Gravitational Potential Energy

How to Calculate Gravitational Potential Energy ?

The potential energy of the test particle of mass m located at the point P can be calculated as

$ \displaystyle U(P) = \int_{\infty}^{P} \vec{F}.\vec{dr} $

$ \displaystyle U(P) = GMm\int_{\infty}^{r} \frac{dr}{r^2} $

$ \displaystyle U(P) = -\frac{GMm}{r} $

For the gravitational field due to an extended object,

$ \displaystyle U(P) = \int_{\infty}^{P}( \vec{F_1} +\vec{F_2} +\vec{F_3 }+ … ).\vec{dr} $

Where $\vec{F_1}$  , $\vec{F_2}$ . . . are the forces acting on the test particle due to each point particle within the extended object.

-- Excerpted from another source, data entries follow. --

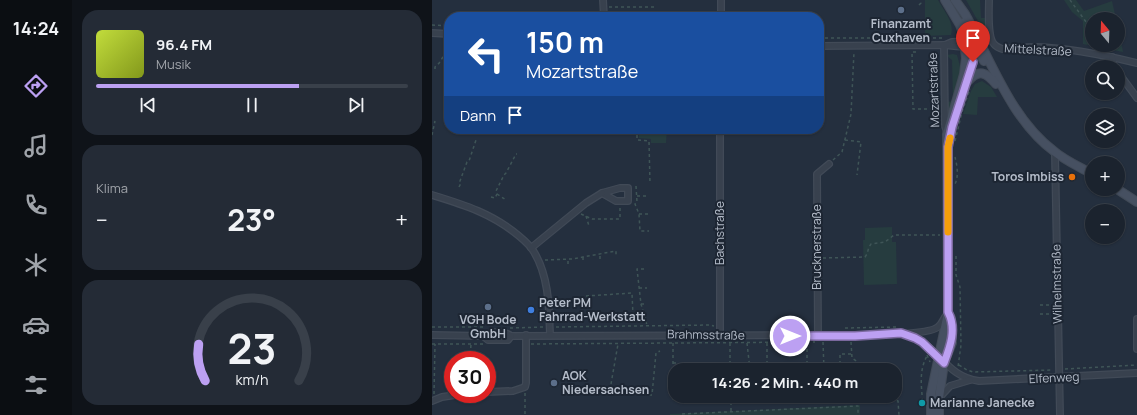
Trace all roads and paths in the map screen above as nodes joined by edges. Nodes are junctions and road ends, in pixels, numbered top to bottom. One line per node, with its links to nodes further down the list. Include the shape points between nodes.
1 (721, 0): 11 (street)
2 (921, 0): 9 (path)
3 (946, 0): 20 (street, Mozartstraße, via 960,24); 21 (street)
4 (955, 0): 12 (street)
5 (959, 0): 12 (street)
6 (989, 0): 27 (street, Mittelstraße, via 990,38 1002,49 1037,47)
7 (1070, 0): 13 (path)
8 (603, 3): 10 (path, via 610,7)
9 (919, 5)
10 (658, 7)
11 (721, 12)
12 (965, 14): 21 (street)
13 (1085, 20)
14 (432, 25): 15 (path)
15 (444, 26)
16 (432, 33): 17 (street)
17 (444, 34)
18 (824, 38): 19 (path)
19 (946, 38)
20 (964, 44): 21 (street); 22 (street); 41 (street, Mozartstraße, via 964,74)
21 (976, 44): 31 (street, Mozartstraße); 33 (street); 35 (street)
22 (944, 45): 23 (street); 41 (street, Mozartstraße, via 945,126)
23 (824, 46)
24 (854, 52): 43 (path, via 851,114)
25 (919, 52): 36 (path, via 912,52 913,109)
26 (444, 54): 30 (path)
27 (1112, 57): 28 (street); 29 (street, Mittelstraße)
28 (1113, 60)
29 (1137, 63)
30 (435, 69)
31 (970, 82): 33 (street, via 973,75 979,73 986,74); 44 (path); 44 (street, Mozartstraße, via 952,127)
32 (1125, 82): 34 (street)
33 (996, 84): 35 (street)
34 (1137, 98)
35 (1010, 99): 45 (street, via 1024,122)
36 (941, 109)
37 (435, 121): 38 (path)
38 (432, 134)
39 (637, 134): 51 (path, via 637,140 649,141)
40 (720, 134): 104 (street, Bachstraße)
41 (948, 134): 44 (street, Mozartstraße)
42 (478, 140): 53 (path)
43 (845, 140): 48 (path, via 842,152); 50 (path, via 861,142)
44 (951, 147): 93 (street, Mozartstraße)
45 (1055, 153): 49 (street); 92 (street, Wilhelmstraße)
46 (517, 154): 56 (path, via 496,190)
47 (954, 154): 54 (path, via 957,164)
48 (829, 164): 79 (street, Brucknerstraße, via 817,174)
49 (1085, 170)
50 (856, 175)
51 (650, 184)
52 (636, 186): 59 (path)
53 (459, 187)
54 (955, 191)
55 (602, 193): 63 (street, via 610,199); 63 (street, via 628,188 628,201); 65 (street)
56 (497, 194): 61 (path, via 495,198); 62 (path)
57 (1125, 194): 64 (street)
58 (432, 195): 74 (street, via 498,220)
59 (637, 196): 60 (path); 66 (path, via 635,204)
60 (647, 196)
61 (490, 197)
62 (506, 200)
63 (620, 201): 69 (path, via 620,220)
64 (1137, 202)
65 (576, 211): 68 (path); 74 (street)
66 (639, 214): 67 (path); 72 (path, via 640,230)
67 (649, 214)
68 (586, 216): 69 (path, via 592,219); 71 (path)
69 (605, 219): 70 (path)
70 (605, 223)
71 (589, 226)
72 (649, 231)
73 (941, 234): 79 (path, via 894,235 886,242 871,244 865,257)
74 (532, 248): 81 (street)
75 (600, 254): 77 (path, via 616,251); 78 (path); 80 (path)
76 (956, 255): 142 (path, via 956,275 960,294 959,365 973,372)
77 (616, 256)
78 (583, 257): 82 (path); 83 (path)
79 (817, 258): 111 (street, Brucknerstraße)
80 (600, 259)
81 (538, 260): 82 (path); 102 (street, via 548,295)
82 (568, 260): 84 (path)
83 (583, 261)
84 (568, 264)
85 (644, 269): 86 (path, via 637,269)
86 (639, 288): 87 (path); 89 (path)
87 (647, 288)
88 (586, 296): 96 (path, via 632,293)
89 (641, 304): 90 (path); 99 (path)
90 (647, 304)
91 (1040, 305): 92 (path)
92 (1057, 305): 95 (street, Wilhelmstraße)
93 (948, 312): 106 (street, Brahmsstraße, via 937,328); 132 (street, Mozartstraße, via 951,318 952,343)
94 (1040, 314): 95 (path)
95 (1058, 314): 142 (street, Wilhelmstraße)
96 (633, 315)
97 (1137, 319): 123 (street)
98 (432, 326): 100 (path)
99 (647, 326): 102 (path); 104 (path, via 710,325)
100 (491, 327)
101 (504, 327): 102 (path)
102 (550, 327): 109 (street)
103 (899, 327): 105 (path)
104 (720, 328): 110 (street, Bachstraße)
105 (845, 328)
106 (901, 333): 111 (street, Brahmsstraße); 132 (street, Brahmsstraße, via 922,342)
107 (432, 335): 108 (street, Brahmsstraße, via 483,336 488,340 508,340 511,336)
108 (526, 335): 109 (street, Brahmsstraße); 121 (street)
109 (550, 335): 110 (street, Brahmsstraße)
110 (720, 336): 111 (street, Brahmsstraße)
111 (818, 336)
112 (807, 342): 117 (path); 128 (path); 138 (path, via 823,342)
113 (857, 342): 127 (path, via 851,342)
114 (673, 343): 115 (path); 122 (path); 133 (path, Brahmsstraße)
115 (730, 343): 116 (path); 131 (path, Brahmsstraße)
116 (747, 343): 117 (path); 135 (path, Brahmsstraße)
117 (767, 343): 136 (path)
118 (433, 344): 119 (path); 154 (path)
119 (471, 344): 120 (path); 124 (path)
120 (484, 344)
121 (526, 344): 122 (path); 149 (street)
122 (618, 344): 148 (path)
123 (1137, 349)
124 (471, 351)
125 (660, 351): 151 (path, Brahmsstraße, via 656,353 652,395)
126 (923, 351): 144 (path, via 927,355)
127 (852, 354): 139 (path, via 840,354); 140 (path, via 852,358)
128 (807, 358): 129 (path); 137 (path)
129 (803, 360)
130 (727, 361): 131 (path)
131 (730, 361)
132 (942, 361): 147 (street, Elfenweg, via 958,375); 153 (street); 163 (street, via 935,371)
133 (673, 362): 134 (path)
134 (677, 363)
135 (749, 363)
136 (766, 363)
137 (807, 363)
138 (824, 363)
139 (840, 363)
140 (858, 363)
141 (1137, 364): 142 (path)
142 (1058, 369): 146 (street, Wilhelmstraße)
143 (1137, 373): 146 (street, Elfenweg)
144 (921, 377): 145 (path); 157 (path)
145 (926, 377)
146 (1059, 378): 147 (street, Elfenweg, via 979,382); 165 (street, Wilhelmstraße)
147 (970, 380): 153 (street, Elfenweg, via 950,386)
148 (611, 384)
149 (525, 387): 150 (street, via 513,391); 160 (path)
150 (496, 392)
151 (649, 395)
152 (444, 398): 154 (street)
153 (939, 398): 164 (street)
154 (433, 400)
155 (731, 403): 158 (path)
156 (898, 403): 162 (path)
157 (923, 407)
158 (731, 413): 159 (path); 161 (path, via 858,406)
159 (682, 414)
160 (525, 415)
161 (858, 415)
162 (899, 415)
163 (931, 415)
164 (939, 415)
165 (1060, 415)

U(P) = U1(P) + U2(P) + . . .

where U1(P) , U2(P) , . . . etc, are the potential energies due to individual particles constituting the object.
This is the result of the application of the superposition principle

Illustration : What is the work done in shifting a body of mass m = 50 kg slowly from the earth’s surface to infinity?

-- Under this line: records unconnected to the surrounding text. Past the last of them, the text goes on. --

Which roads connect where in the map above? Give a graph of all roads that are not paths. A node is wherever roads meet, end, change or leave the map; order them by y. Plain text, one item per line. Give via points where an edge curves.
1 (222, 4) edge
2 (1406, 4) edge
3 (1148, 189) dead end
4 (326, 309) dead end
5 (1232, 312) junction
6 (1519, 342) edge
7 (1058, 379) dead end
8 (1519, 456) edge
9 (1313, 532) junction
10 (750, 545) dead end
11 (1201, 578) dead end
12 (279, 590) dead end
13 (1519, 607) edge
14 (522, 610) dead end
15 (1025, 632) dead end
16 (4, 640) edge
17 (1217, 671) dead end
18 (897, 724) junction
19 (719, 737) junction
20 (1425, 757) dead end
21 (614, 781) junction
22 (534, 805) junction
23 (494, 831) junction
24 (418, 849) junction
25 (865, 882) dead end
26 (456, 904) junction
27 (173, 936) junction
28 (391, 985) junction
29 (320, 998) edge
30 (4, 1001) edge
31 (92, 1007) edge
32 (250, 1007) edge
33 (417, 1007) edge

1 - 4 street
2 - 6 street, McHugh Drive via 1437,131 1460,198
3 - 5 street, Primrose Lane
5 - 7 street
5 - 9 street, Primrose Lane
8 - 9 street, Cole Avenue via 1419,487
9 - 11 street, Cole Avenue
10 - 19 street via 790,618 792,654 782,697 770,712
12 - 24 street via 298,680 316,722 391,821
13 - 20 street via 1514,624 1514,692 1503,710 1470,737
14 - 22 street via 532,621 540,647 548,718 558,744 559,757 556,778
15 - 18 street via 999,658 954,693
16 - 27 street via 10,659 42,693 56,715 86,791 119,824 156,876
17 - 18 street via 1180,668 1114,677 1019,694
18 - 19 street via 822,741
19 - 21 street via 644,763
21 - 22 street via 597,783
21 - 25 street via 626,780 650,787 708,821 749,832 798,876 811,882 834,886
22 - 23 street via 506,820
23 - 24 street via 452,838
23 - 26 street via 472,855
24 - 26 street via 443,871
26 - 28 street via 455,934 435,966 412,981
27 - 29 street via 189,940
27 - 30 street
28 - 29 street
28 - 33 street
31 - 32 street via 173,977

Solution: W = ΔU = Uf – Ui

$ \displaystyle = 0 – (-\frac{GMm}{R} ) $

$ \displaystyle = \frac{GMm}{R} = m g_0 R $

= 3.136 × 109 J

Illustration : What is the gravitational potential energy of the earth and a satellite of mass m = 100 kg orbiting close to the earth’s surface?

Solution: The potential energy between two masses m1 and m2 separated by a distance r is given as:

$ \displaystyle U = -\frac{G m_1 m_2}{r} $

Here,

m1 = mass of earth = M

m2 = mass of the satellite = 100 kg

r = distance between the centre of earth and the satellite ∼ radius of the earth

= R , since the satellite revolves close to earth’s surface.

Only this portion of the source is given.